After becoming a mother more than a year ago, Monica Garcia decided she wanted to set an example for her daughter.
So, last year, she started attending GED classes at the Literacy Council of Tyler after hearing about it from a friend.
When she is ready, she will take the first of four subject-area tests on the road to completing the whole thing.
“I didn’t finish high school,” Ms. Garcia, 27, of Tyler, said. “Now that I have (a daughter) I want to get my GED done so I can start my career and give her a better life. … I want to be an example for her, to have a career so she can see that her mommy is supporting her too.”
Ms. Garcia will be among the first of many to take the new edition of the GED, which was launched Thursday. This is the fifth generation of the test and the first change in more than a decade.
The reason for the change is twofold, according to Literacy Council officials.
“It was a combination of wanting to have a GED (recipient) … who’s college or career ready and staying consistent with what is going on in school,” Resa Wingfield, the Literacy Council of Tyler’s executive supervisor, said.
Since the GED assesses academic skills and knowledge generally developed during the four years of high school, the test must change as secondary education changes, according to the GED Testing Service website.
“I think they really actually came out with a pretty good product,” Ms.

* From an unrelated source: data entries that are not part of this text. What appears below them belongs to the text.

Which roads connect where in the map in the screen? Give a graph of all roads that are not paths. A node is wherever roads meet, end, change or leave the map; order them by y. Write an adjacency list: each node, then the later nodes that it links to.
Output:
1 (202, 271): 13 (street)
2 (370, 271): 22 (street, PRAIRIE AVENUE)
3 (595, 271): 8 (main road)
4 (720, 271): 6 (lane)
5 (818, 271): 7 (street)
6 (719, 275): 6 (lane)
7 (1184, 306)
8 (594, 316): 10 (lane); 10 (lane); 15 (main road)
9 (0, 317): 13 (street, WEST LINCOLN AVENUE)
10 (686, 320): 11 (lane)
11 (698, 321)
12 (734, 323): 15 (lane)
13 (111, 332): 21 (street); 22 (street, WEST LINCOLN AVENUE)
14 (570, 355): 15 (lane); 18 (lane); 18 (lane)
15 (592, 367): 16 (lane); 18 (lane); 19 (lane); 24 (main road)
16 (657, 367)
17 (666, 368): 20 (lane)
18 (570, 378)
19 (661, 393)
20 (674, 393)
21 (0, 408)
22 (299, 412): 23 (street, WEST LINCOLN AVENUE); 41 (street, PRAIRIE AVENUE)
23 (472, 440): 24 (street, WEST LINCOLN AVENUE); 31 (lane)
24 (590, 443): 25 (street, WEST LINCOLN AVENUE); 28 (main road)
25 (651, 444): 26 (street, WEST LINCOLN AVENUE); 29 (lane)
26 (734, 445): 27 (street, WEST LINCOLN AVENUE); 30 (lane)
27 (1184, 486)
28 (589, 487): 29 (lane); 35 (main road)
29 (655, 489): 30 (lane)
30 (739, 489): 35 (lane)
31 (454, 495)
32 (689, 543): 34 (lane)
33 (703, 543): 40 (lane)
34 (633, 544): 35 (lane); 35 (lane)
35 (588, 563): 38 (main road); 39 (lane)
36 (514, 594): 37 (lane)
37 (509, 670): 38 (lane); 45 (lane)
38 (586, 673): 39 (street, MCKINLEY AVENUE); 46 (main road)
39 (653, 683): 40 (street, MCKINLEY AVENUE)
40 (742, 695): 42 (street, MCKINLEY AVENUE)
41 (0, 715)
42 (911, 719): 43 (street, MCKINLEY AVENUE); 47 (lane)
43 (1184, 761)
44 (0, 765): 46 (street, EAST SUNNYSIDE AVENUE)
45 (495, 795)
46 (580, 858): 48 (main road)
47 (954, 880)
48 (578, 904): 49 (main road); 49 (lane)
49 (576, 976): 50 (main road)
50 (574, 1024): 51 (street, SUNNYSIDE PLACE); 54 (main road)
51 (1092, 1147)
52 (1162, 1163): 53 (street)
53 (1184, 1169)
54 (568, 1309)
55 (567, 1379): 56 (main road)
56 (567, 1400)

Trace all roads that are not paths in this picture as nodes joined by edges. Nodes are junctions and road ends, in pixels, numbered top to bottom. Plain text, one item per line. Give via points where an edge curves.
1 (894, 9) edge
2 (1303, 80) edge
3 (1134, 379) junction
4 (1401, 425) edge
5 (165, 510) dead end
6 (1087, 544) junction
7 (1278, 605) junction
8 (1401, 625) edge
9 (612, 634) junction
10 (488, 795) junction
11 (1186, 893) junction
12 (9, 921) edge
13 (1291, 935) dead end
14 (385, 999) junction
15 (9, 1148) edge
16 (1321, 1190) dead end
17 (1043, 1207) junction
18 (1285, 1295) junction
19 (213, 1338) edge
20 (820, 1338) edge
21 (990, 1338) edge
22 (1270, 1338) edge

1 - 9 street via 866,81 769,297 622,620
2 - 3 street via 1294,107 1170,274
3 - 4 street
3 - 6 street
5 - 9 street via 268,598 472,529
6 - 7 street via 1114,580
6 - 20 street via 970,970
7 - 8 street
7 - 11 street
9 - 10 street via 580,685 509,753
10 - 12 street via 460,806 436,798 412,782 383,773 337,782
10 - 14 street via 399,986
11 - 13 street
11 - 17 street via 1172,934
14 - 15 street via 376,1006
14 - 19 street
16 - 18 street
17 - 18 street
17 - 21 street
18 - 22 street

Wingfield said. “The stuff I’ve seen, I like.”
Ms. Garcia said she isn’t nervous about the changes because the Literacy Council classes are preparing her.
In addition, she said, her teacher is telling her about how the new test will benefit her more because of the knowledge she will have to gain to pass.
Nancy Crawford, Literacy Council of Tyler executive director, said the changes to the test affect logistics and content.
First, the new test has to be taken on the computer, though not online. However, test takers will have to create an online account through the MyGED program in order to register and take advantage of other resources.
The test no longer will be offered in a paper form, except for test takers who need an accommodation.
The new test combines the writing and reading portions, so it includes only four portions instead of five as the previous version did. It also focuses more on reasoning within each subject area.
Resa Wingfield, the Literacy Council of Tyler’s executive supervisor, said the test seeks to measure a student’s depth of knowledge.
This means students have to be able to take knowledge and apply it in new ways, rather than simply regurgitate facts.
“It’s not a matter of hard and easy, but complexity and thought process,” Ms. Wingfield said.
In the writing section, the emphasis on higher reasoning skills will require students to compare and contrast texts and support their points with evidence from the texts.
Previously, students could write a five-paragraph essay based on their opinions and provided they stayed on topic and followed the format, all was well. So the new requirement is going to be a challenge for them, Ms. Wingfield said.
In the math portion, students won’t be provided formulas as they previously were, but will have to know them by memory.
Vocabulary also will play a larger role, with test takers having to know more subject-specific words.
“Our speculation is that the majority of our students will take a little longer to prepare,” Ms. Wingfield said, adding that the practice tests will become more important.
Although content changes are significant, they aren’t viewed as a problem because teachers want their students to have the best opportunities to further themselves, Ms. Crawford said.
The price change, however, is a different story. With the old test, students paid $80 to take it at the Tyler Junior College Testing Center.
However, the 2014 GED is expected to cost test takers about $125. Paul Goertemiller, a consultant for TJC’s GED testing program, said the GED office in Texas and Pearson VUE decided on this amount and TJC has no control over it.
Pearson VUE is a for-profit company that partnered with the American Council on Education to create and administer the new GED.
Ms. Crawford of the Literacy Council said she would like to offset any price increase with other funds in an effort to keep the Literacy Council students’ portion to $80.
“We don’t want it to become a stumbling block,” Ms. Wingfield said of the cost.
Preparing the students
Literacy Council GED instructor Rich Roper said the organization has been looking ahead to the changes and instructors adjusted classes accordingly.
This has meant and will continue to mean spending more time with students in the computer lab building their basic technology skills; increasing their math skills — the new test will require more Algebra than before; and building their reasoning ability, Roper said.
Elizabeth Felix, 22, of Tyler, one of Roper’s students, said the change to a computer-based test is making her slightly nervous, but she also feels like she is being well prepared.
Roper said although no one likes change, he thinks the new test will be good for students in the long run.
“Not every student wants to go to college, but I think that this test and the skills needed to pass it will make them a lot more college ready,” he said, adding that they will be more marketable as well. “We’re going to have some growing pains as we go, but I think it’s going to be a good thing.”